Fusco, who teaches a course titled Entrepreneurship for the Artist, said that too helps students build skills and an entrepreneurial mindset while still in school.
Part of his curriculum includes several books, some of which, like Dale Carnegie’s How to Win Friends and Influence People, might be more expected of a business major.
“It’s a classic but it’s right on,” Fusco said. “If you’re more entrepreneurial in your mind, you’re more goal-oriented. It’s like another tool in the toolbox.”
Entrepreneurs in Engineering, Science & Math
Without question, Rowan’s entrepreneurial spirit is woven throughout the University, not just in programs and majors but through internships and hands-on research.

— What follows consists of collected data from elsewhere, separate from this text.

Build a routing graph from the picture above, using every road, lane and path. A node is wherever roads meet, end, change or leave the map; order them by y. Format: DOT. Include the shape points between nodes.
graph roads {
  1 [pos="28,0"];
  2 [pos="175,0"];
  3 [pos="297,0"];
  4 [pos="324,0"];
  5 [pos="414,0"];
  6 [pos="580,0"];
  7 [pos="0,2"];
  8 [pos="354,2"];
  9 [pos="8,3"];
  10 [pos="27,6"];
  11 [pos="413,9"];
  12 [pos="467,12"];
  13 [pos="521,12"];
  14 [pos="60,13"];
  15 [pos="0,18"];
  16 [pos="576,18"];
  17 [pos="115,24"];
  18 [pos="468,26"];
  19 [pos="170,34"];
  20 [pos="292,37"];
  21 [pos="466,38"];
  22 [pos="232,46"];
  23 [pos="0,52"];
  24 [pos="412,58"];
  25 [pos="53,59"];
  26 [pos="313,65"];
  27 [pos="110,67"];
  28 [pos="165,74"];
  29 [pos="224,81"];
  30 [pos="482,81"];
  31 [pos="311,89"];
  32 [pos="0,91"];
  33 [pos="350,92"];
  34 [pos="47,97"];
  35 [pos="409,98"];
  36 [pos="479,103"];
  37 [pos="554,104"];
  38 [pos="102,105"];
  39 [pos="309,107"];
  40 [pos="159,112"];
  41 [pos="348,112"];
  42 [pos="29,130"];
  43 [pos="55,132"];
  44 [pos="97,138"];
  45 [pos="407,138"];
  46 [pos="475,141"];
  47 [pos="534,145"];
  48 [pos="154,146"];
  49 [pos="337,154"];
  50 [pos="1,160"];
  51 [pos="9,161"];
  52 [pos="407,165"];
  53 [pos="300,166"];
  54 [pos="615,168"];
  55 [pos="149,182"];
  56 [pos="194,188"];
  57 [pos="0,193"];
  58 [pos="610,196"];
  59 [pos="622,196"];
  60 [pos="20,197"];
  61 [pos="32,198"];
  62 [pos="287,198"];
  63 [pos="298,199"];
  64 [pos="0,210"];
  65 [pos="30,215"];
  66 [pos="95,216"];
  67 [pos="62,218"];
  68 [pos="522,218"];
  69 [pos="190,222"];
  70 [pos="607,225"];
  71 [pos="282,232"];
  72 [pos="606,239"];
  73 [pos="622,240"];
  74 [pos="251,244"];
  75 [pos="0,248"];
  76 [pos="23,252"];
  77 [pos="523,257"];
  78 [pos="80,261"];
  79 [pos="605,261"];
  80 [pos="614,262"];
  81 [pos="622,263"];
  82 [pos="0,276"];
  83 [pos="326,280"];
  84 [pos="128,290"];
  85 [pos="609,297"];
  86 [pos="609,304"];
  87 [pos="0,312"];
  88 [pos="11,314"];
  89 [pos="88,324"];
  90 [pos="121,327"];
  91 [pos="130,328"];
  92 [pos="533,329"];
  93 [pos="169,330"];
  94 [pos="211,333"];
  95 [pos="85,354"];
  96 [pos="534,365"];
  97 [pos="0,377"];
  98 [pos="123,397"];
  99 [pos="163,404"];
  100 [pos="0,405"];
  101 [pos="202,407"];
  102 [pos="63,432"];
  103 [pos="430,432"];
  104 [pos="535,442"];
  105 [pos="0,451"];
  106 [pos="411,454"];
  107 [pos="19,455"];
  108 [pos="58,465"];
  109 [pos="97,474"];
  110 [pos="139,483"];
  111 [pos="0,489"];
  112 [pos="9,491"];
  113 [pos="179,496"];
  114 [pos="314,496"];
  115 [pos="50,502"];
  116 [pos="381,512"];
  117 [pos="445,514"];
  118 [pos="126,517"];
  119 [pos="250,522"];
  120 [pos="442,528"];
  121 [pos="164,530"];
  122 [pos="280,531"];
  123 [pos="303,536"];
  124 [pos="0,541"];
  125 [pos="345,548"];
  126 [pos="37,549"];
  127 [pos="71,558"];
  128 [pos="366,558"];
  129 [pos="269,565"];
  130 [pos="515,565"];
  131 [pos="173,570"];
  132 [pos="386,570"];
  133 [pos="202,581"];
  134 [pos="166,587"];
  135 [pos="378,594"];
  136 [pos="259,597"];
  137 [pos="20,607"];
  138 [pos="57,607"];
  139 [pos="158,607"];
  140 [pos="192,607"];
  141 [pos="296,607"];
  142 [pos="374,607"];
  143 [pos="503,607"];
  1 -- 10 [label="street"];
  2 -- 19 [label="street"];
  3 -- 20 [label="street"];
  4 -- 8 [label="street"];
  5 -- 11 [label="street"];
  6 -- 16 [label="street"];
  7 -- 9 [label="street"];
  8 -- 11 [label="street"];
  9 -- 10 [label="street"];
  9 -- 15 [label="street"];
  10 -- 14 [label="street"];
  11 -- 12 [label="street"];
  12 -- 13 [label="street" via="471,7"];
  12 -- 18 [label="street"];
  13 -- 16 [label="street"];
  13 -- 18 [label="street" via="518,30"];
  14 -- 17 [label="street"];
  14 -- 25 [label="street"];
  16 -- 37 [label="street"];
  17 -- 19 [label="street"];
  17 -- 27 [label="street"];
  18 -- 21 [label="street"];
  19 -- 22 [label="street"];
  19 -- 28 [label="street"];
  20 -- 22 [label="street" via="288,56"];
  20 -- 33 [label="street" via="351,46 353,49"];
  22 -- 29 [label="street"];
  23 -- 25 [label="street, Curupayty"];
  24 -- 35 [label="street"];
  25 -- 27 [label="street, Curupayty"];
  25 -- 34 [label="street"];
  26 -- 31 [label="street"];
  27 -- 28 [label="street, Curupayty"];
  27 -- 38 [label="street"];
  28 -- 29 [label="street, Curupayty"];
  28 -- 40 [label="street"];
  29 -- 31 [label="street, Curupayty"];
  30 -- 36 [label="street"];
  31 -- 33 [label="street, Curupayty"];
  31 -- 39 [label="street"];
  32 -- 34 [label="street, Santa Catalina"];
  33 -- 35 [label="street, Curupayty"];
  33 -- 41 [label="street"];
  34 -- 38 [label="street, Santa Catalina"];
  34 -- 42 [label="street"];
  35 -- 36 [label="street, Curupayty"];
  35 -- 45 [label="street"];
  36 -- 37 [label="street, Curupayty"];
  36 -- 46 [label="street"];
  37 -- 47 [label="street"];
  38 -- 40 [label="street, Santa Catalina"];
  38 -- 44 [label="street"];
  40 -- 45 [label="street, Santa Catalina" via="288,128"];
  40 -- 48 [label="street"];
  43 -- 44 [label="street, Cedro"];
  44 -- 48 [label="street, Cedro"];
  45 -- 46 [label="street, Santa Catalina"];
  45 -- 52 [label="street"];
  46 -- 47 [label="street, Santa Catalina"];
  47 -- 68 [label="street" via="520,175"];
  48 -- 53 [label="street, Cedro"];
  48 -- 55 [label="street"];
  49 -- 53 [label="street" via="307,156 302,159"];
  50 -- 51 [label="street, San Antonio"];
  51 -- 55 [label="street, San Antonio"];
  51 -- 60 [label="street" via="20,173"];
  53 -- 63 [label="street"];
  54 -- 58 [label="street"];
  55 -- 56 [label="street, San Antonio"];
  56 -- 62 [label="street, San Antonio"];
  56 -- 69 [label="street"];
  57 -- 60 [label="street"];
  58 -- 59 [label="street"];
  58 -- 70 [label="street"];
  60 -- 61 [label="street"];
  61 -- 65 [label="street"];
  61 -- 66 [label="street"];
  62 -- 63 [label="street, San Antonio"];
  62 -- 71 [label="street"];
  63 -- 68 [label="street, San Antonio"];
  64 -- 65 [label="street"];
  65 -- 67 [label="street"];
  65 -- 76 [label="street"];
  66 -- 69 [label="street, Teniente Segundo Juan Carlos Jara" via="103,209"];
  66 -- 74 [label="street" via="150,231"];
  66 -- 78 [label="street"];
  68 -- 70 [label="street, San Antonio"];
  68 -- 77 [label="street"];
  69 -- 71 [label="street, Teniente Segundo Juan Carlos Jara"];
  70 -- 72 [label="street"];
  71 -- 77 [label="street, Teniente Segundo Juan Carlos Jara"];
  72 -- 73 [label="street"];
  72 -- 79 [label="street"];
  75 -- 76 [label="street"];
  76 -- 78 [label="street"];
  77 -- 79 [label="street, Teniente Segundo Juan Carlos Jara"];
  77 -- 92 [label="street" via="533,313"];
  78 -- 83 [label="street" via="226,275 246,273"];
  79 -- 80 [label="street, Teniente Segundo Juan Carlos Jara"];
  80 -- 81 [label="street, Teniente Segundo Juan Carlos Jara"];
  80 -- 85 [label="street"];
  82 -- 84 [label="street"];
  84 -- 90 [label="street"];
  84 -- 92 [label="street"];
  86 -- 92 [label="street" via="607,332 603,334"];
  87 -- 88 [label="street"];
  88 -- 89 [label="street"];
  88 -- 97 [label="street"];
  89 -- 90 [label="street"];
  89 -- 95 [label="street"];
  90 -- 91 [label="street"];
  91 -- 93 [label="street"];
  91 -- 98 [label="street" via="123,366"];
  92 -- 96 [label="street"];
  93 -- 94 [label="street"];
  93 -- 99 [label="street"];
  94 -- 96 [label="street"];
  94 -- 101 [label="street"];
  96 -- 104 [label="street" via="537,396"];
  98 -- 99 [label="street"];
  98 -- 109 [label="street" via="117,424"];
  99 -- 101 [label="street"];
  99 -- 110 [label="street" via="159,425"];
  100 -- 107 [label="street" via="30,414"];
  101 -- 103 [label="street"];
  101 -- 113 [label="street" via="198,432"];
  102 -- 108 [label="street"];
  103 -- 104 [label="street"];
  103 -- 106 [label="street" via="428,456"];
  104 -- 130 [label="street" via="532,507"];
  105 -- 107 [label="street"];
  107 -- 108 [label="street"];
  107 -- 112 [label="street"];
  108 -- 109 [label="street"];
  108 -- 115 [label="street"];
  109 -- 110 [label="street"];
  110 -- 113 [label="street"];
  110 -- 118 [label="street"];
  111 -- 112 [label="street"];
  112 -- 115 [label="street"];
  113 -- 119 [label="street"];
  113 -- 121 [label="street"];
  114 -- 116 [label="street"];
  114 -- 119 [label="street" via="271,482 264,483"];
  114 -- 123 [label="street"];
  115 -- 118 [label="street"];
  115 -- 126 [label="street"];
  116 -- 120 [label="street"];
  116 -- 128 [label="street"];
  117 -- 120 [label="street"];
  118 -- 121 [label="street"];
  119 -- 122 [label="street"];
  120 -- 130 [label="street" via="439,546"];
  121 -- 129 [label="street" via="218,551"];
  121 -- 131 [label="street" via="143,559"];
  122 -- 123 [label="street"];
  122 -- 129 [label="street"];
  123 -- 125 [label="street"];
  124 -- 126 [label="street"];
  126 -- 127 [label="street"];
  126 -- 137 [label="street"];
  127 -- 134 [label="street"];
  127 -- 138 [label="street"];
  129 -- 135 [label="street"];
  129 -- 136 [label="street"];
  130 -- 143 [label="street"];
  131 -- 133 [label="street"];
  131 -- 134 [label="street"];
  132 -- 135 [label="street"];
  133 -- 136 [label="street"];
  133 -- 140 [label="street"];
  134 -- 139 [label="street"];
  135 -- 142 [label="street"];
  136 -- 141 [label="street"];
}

In the College of Science & Mathematics’ Computer Science Department, lecturer Jake Levy fields requests from companies for student programmers capable of building software.
Levy finds the best solutions for companies with the budget to pay undergraduates and a faculty member to oversee them to give students experience, professional exposure and paid opportunities that ideally lead to jobs.
“They have the abilities and skills to build full, real-world projects—and they get a lot of practical experiences in our department,” Levy said. “Those experiences translate into real skills.”
In the Henry M. Rowan College of Engineering, grant-funded work is underway to make engineering synonymous with entrepreneurship – and it’s getting results. The Department of Biomedical Engineering, for example, boasts five start-up companies, four led by faculty and one by students. And all engineering departments team undergraduates with businesses, industry, clinicians or entrepreneurs on extended projects to solve major problems, with many projects focusing on and strengthening the entrepreneurial mindset of students.
New courses and programs, like Translational Biomedical Entrepreneurship with the Rohrer College of Business, pair business school students and biomedical engineers to develop ideas and ventures with potential commercial value.
“Biomedical engineers devise medical innovations that can improve patients’ function and even save lives,” said Dr. Mark Byrne, professor of Biomedical Engineering and the department’s founding head. “By pairing engineers with business students, we’re creating viable teams and support to commercialize ideas.”